Forex-starved lenders ask Central Bank for policy shift

Private financial institutions want the use of Nostro accounts — held in a foreign country and denominated in the currency of that country — to become mandatory for banks making import payments on behalf of clients, according to sources at private banks.

The Yangon Foreign Exchange Market Committee submitted the policy request to the Central Bank at a meeting on December 7, said U Mya Than, the committee’s chair. Private banks no longer have sufficient foreign exchange reserves to facilitate import payments, he said.

The central bank has yet to issue instructions on import payments, but is investigating the issue and will make an announcement soon, said one official with knowledge of the monetary authority’s plans.

The central bank has been examining the volume of foreign exchange transactions across private and state banks since December 1, the official added.

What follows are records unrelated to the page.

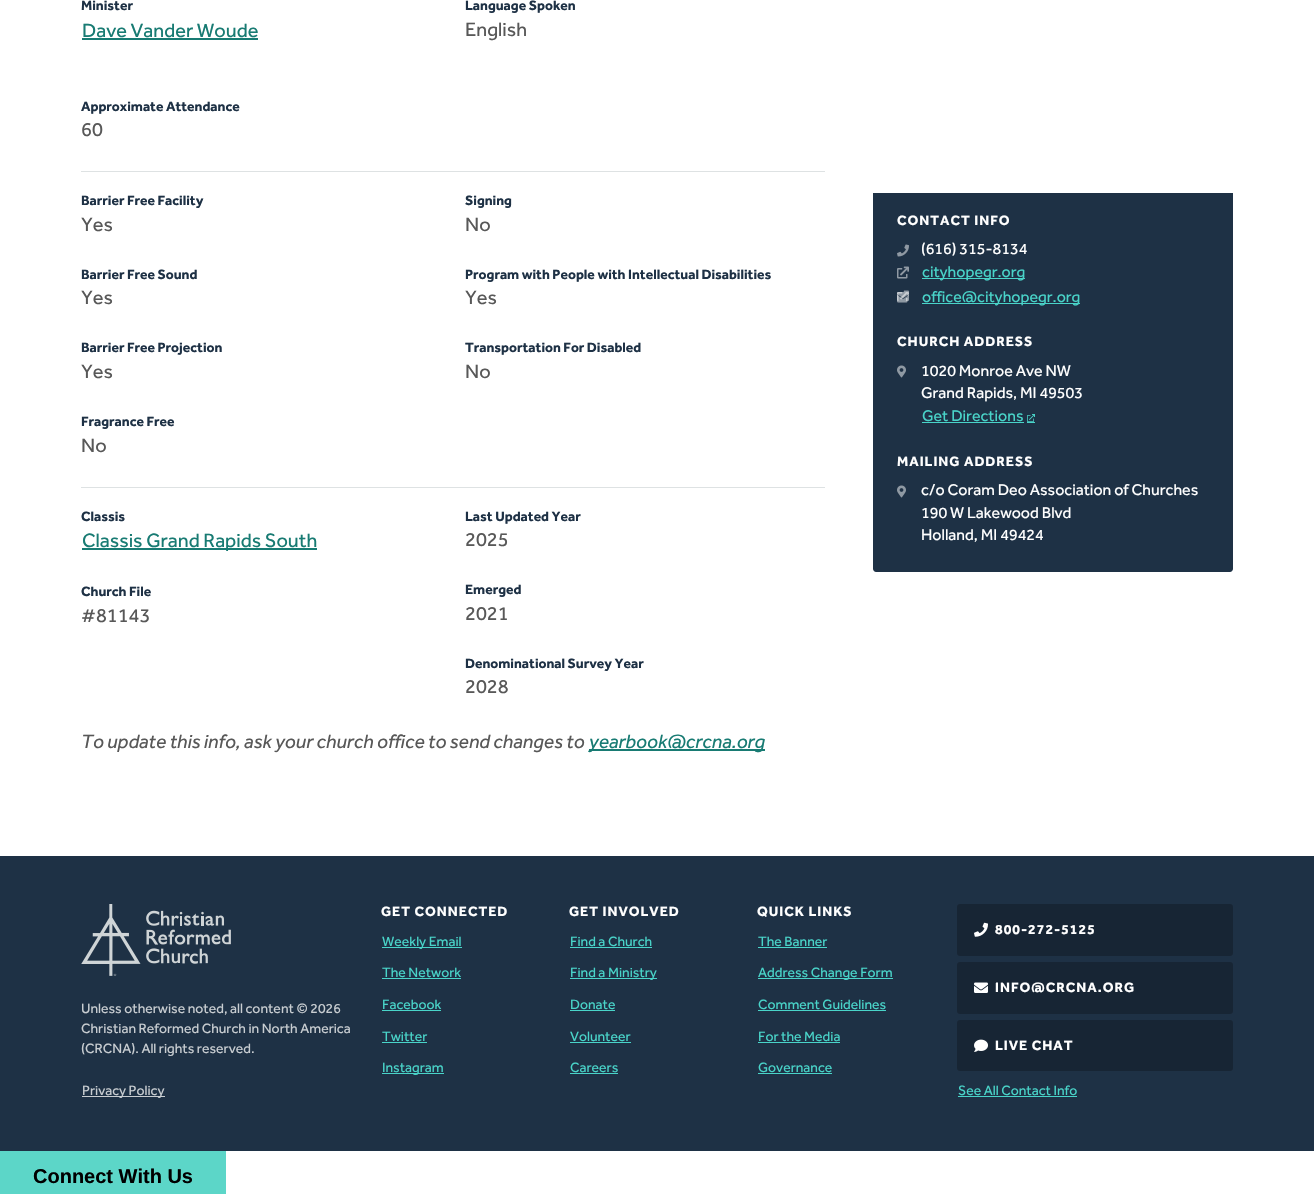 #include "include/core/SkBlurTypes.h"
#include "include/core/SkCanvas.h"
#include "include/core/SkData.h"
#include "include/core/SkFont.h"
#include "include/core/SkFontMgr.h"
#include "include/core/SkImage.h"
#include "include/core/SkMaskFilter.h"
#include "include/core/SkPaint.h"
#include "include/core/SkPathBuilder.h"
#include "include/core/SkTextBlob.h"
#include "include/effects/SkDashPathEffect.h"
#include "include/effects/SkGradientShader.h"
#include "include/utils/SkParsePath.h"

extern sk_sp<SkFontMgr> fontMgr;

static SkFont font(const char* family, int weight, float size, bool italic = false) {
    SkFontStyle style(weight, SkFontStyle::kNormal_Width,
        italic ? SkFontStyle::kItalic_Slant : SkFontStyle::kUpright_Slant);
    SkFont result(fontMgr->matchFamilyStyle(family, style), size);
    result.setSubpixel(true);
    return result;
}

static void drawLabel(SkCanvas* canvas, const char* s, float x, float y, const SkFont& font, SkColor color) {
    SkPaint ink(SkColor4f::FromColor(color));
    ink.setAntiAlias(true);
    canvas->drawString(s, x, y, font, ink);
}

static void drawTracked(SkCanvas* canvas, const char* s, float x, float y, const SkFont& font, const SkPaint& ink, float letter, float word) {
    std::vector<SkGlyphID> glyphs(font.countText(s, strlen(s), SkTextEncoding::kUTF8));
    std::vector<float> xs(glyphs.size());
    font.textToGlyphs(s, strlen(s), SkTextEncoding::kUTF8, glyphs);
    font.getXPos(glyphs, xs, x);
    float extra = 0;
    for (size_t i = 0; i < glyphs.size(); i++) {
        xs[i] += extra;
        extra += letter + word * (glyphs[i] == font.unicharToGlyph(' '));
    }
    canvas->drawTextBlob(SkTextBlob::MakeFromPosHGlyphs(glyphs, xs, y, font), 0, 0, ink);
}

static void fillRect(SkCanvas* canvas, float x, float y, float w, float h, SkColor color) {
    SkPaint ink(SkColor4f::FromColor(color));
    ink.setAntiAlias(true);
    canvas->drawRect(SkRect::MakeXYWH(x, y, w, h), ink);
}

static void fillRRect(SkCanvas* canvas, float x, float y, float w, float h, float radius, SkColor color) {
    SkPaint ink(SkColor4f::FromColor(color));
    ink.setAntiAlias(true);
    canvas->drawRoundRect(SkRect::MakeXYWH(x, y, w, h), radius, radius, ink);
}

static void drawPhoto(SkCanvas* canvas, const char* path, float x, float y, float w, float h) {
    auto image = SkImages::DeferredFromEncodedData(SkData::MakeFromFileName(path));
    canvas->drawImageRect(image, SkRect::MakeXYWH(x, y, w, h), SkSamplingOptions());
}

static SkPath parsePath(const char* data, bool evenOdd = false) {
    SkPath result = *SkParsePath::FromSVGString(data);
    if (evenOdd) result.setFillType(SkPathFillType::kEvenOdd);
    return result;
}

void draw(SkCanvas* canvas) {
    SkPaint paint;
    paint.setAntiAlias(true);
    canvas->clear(0xFFFFFFFF);
    SkFont font1 = font("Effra", 700, 14);
    drawLabel(canvas, "Minister", 81, 10, font1, 0xFF1E3145);
    SkFont font2 = font("Effra", 400, 20);
    drawLabel(canvas, "Dave Vander Woude", 82, 37, font2, 0xFF187B73);
    fillRect(canvas, 82, 38, 176, 2, 0xFF187B73);
    drawLabel(canvas, "Language Spoken", 465, 10, font1, 0xFF1E3145);
    drawLabel(canvas, "English", 465, 36, font2, 0xFF585858);
    drawLabel(canvas, "Approximate Attendance", 81, 111, font1, 0xFF1E3145);
    drawLabel(canvas, "60", 81, 136, font2, 0xFF585858);
    fillRect(canvas, 81, 171, 744, 1, 0xFFDEE2E3);
    drawLabel(canvas, "Barrier Free Facility", 81, 205, font1, 0xFF1E3145);
    drawLabel(canvas, "Yes", 81, 231, font2, 0xFF585858);
    drawLabel(canvas, "Signing", 465, 205, font1, 0xFF1E3145);
    drawLabel(canvas, "No", 465, 231, font2, 0xFF585858);
    drawLabel(canvas, "Barrier Free Sound", 81, 279, font1, 0xFF1E3145);
    drawLabel(canvas, "Yes", 81, 304, font2, 0xFF585858);
    drawLabel(canvas, "Program with People with Intellectual Disabilities", 465, 279, font1, 0xFF1E3145);
    drawLabel(canvas, "Yes", 465, 304, font2, 0xFF585858);
    drawLabel(canvas, "Barrier Free Projection", 81, 352, font1, 0xFF1E3145);
    drawLabel(canvas, "Yes", 81, 378, font2, 0xFF585858);
    drawLabel(canvas, "Transportation For Disabled", 465, 352, font1, 0xFF1E3145);
    drawLabel(canvas, "No", 465, 378, font2, 0xFF585858);
    drawLabel(canvas, "Fragrance Free", 81, 426, font1, 0xFF1E3145);
    drawLabel(canvas, "No", 81, 452, font2, 0xFF585858);
    fillRect(canvas, 81, 487, 744, 1, 0xFFDEE2E3);
    drawLabel(canvas, "Classis", 81, 521, font1, 0xFF1E3145);
    fillRect(canvas, 82, 548, 235, 2, 0xFF187B73);
    drawLabel(canvas, "Classis Grand Rapids South", 82, 547, font2, 0xFF187B73);
    drawLabel(canvas, "Last Updated Year", 465, 521, font1, 0xFF1E3145);
    drawLabel(canvas, "2025", 465, 546, font2, 0xFF585858);
    drawLabel(canvas, "Church File", 81, 596, font1, 0xFF1E3145);
    drawLabel(canvas, "#81143", 81, 622, font2, 0xFF585858);
    drawLabel(canvas, "Emerged", 465, 594, font1, 0xFF1E3145);
    drawLabel(canvas, "2021", 465, 620, font2, 0xFF585858);
    drawLabel(canvas, "Denominational Survey Year", 465, 668, font1, 0xFF1E3145);
    drawLabel(canvas, "2028", 465, 693, font2, 0xFF585858);
    SkFont font3 = font("Effra", 400, 20, true);
    drawLabel(canvas, "To update this info, ask your church office to send changes to", 81, 748, font3, 0xFF585858);
    fillRect(canvas, 589, 749, 176, 2, 0xFF187B73);
    drawLabel(canvas, "yearbook@crcna.org", 589, 748, font3, 0xFF187B73);
    paint.setColor(0xFF1E3145);
    canvas->drawPath(parsePath("M873 193H1233V569C1233 570.5 1231.5 572 1230 572H876C874.5 572 873 570.5 873 569Z"), paint);
    paint.setColor(0xFFFFFFFF);
    drawTracked(canvas, "CONTACT INFO", 897, 225, font1, paint, 1, 0);
    drawPhoto(canvas, "assets/img1.png", 897, 244, 12, 13);
    SkFont font4 = font("Effra", 400, 16);
    drawLabel(canvas, "(616) 315-8134", 921, 254, font4, 0xFFFFFFFF);
    drawPhoto(canvas, "assets/img2.png", 897, 266, 12, 13);
    fillRect(canvas, 922, 278, 103, 1, 0xFF49D4C9);
    drawLabel(canvas, "cityhopegr.org", 922, 277, font4, 0xFF49D4C9);
    drawPhoto(canvas, "assets/img2.png", 897, 290, 12, 13);
    drawPhoto(canvas, "assets/img3.png", 897, 292, 12, 9);
    fillRect(canvas, 922, 303, 158, 1, 0xFF49D4C9);
    drawLabel(canvas, "office@cityhopegr.org", 922, 302, font4, 0xFF49D4C9);
    drawTracked(canvas, "CHURCH ADDRESS", 897, 346, font1, paint, 1, 0);
    drawPhoto(canvas, "assets/img4.png", 897, 365, 9, 13);
    drawLabel(canvas, "1020 Monroe Ave NW", 921, 376, font4, 0xFFFFFFFF);
    drawLabel(canvas, "Grand Rapids, MI 49503", 921, 398, font4, 0xFFFFFFFF);
    drawLabel(canvas, "Get Directions", 922, 421, font4, 0xFF49D4C9);
    fillRect(canvas, 922, 422, 102, 1, 0xFF49D4C9);
    drawPhoto(canvas, "assets/img5.png", 1027, 414, 8, 8);
    fillRect(canvas, 1027, 422, 8, 1, 0xFF49D4C9);
    drawTracked(canvas, "MAILING ADDRESS", 897, 466, font1, paint, 1, 0);
    drawPhoto(canvas, "assets/img4.png", 897, 485, 9, 13);
    drawLabel(canvas, "c/o Coram Deo Association of Churches", 921, 495, font4, 0xFFFFFFFF);
    drawLabel(canvas, "190 W Lakewood Blvd", 921, 518, font4, 0xFFFFFFFF);
    drawLabel(canvas, "Holland, MI 49424", 921, 540, font4, 0xFFFFFFFF);
    fillRect(canvas, 0, 856, 1314, 295, 0xFF1E3145);
    drawPhoto(canvas, "assets/img6.png", 81, 904, 150, 72);
    SkFont font5 = font("Effra", 400, 14);
    drawLabel(canvas, "Unless otherwise noted, all content © 2026", 81, 1013, font5, 0xFFC8CDD1);
    drawLabel(canvas, "Christian Reformed Church in North America", 81, 1033, font5, 0xFFC8CDD1);
    drawLabel(canvas, "(CRCNA). All rights reserved.", 81, 1053, font5, 0xFFC8CDD1);
    fillRect(canvas, 82, 1096, 83, 1, 0xFFC8CDD1);
    drawLabel(canvas, "Privacy Policy", 82, 1095, font5, 0xFFC8CDD1);
    drawTracked(canvas, "GET CONNECTED", 381, 916, font1, paint, 1, 0);
    fillRect(canvas, 382, 947, 80, 1, 0xFF49D4C9);
    drawLabel(canvas, "Weekly Email", 382, 946, font5, 0xFF49D4C9);
    drawLabel(canvas, "The Network", 382, 977, font5, 0xFF49D4C9);
    fillRect(canvas, 382, 978, 79, 1, 0xFF49D4C9);
    drawLabel(canvas, "Facebook", 382, 1009, font5, 0xFF49D4C9);
    fillRect(canvas, 382, 1010, 59, 1, 0xFF49D4C9);
    drawLabel(canvas, "Twitter", 382, 1041, font5, 0xFF49D4C9);
    fillRect(canvas, 382, 1042, 45, 1, 0xFF49D4C9);
    fillRect(canvas, 382, 1073, 62, 1, 0xFF49D4C9);
    drawLabel(canvas, "Instagram", 382, 1072, font5, 0xFF49D4C9);
    drawTracked(canvas, "GET INVOLVED", 569, 916, font1, paint, 1, 0);
    drawLabel(canvas, "Find a Church", 570, 946, font5, 0xFF49D4C9);
    fillRect(canvas, 570, 947, 82, 1, 0xFF49D4C9);
    fillRect(canvas, 570, 978, 87, 1, 0xFF49D4C9);
    drawLabel(canvas, "Find a Ministry", 570, 977, font5, 0xFF49D4C9);
    drawLabel(canvas, "Donate", 570, 1009, font5, 0xFF49D4C9);
    fillRect(canvas, 570, 1010, 45, 1, 0xFF49D4C9);
    drawLabel(canvas, "Volunteer", 570, 1041, font5, 0xFF49D4C9);
    fillRect(canvas, 570, 1042, 61, 1, 0xFF49D4C9);
    drawLabel(canvas, "Careers", 570, 1072, font5, 0xFF49D4C9);
    fillRect(canvas, 570, 1073, 48, 1, 0xFF49D4C9);
    drawTracked(canvas, "QUICK LINKS", 757, 916, font1, paint, 1, 0);
    drawLabel(canvas, "The Banner", 758, 946, font5, 0xFF49D4C9);
    fillRect(canvas, 758, 947, 69, 1, 0xFF49D4C9);
    fillRect(canvas, 758, 978, 135, 1, 0xFF49D4C9);
    drawLabel(canvas, "Address Change Form", 758, 977, font5, 0xFF49D4C9);
    drawLabel(canvas, "Comment Guidelines", 758, 1009, font5, 0xFF49D4C9);
    fillRect(canvas, 758, 1010, 128, 1, 0xFF49D4C9);
    drawLabel(canvas, "For the Media", 758, 1041, font5, 0xFF49D4C9);
    fillRect(canvas, 758, 1042, 82, 1, 0xFF49D4C9);
    drawLabel(canvas, "Governance", 758, 1072, font5, 0xFF49D4C9);
    fillRect(canvas, 758, 1073, 74, 1, 0xFF49D4C9);
    fillRRect(canvas, 957, 904, 276, 52, 3, 0xFF172534);
    drawPhoto(canvas, "assets/img7.png", 974, 922, 14, 15);
    drawTracked(canvas, "800-272-5125", 995, 934, font1, paint, 1, 0);
    fillRRect(canvas, 957, 962, 276, 52, 3, 0xFF172534);
    drawPhoto(canvas, "assets/img8.png", 974, 982, 14, 11);
    drawTracked(canvas, "INFO@CRCNA.ORG", 995, 992, font1, paint, 1, 0);
    fillRRect(canvas, 957, 1020, 276, 51, 3, 0xFF172534);
    drawPhoto(canvas, "assets/img9.png", 974, 1039, 14, 13);
    drawTracked(canvas, "LIVE CHAT", 995, 1050, font1, paint, 1, 0);
    drawLabel(canvas, "See All Contact Info", 958, 1095, font5, 0xFF49D4C9);
    fillRect(canvas, 958, 1096, 119, 1, 0xFF49D4C9);
    fillRect(canvas, 0, 1151, 226, 43, 0xFF5CD6C8);
    SkFont font6 = font("Liberation Sans", 700, 20);
    drawLabel(canvas, "Connect With Us", 33, 1183, font6, 0xFF000000);
}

Private banks have been allowed to use Nostro accounts for several years, but the familiarity and lower fees of the local interbank market, has meant many institutions choose not to. This reliance on the interbank market, however, has drained it of foreign exchange reserves.

The Central Bank uses state lenders’ foreign exchange reserves to sell millions of US dollars every week to private banks. But over the long term the Central Bank will be unable to provide enough, said U Win Lwin, deputy managing director of Kanbawza Bank, who attended the meeting with the Central Bank.

If it becomes mandatory for banks to hold foreign exchange in Nostro accounts for the purposes of import payments, this should also help create a more active interbank foreign exchange market, said the official.

However, banks will also face higher charges with Nostro accounts, potentially twice as high as those in the local market, he added.

A policy shift could also help private banks take a larger share of import financing, which is largely dominated by state banks. Myanma Foreign Trade Bank and Myanma Investment and Commercial Bank, for instance, have hundreds of Nostro accounts. State lenders have strong relationships with exporting firms – a key source of foreign currency – and find it easier to provide clients with US dollars, giving importers little incentive to move to private banks.

A thriving interbank foreign exchange market should be a welcome development for importers. But exporters, which have become unofficial sources of foreign exchange, are less happy at the prospect.

“Exporters are functioning as mini-banks in the foreign exchange market,” said the official. “For this reason some of them don’t like the proposed policy, because their profits from currency exchange might drop.”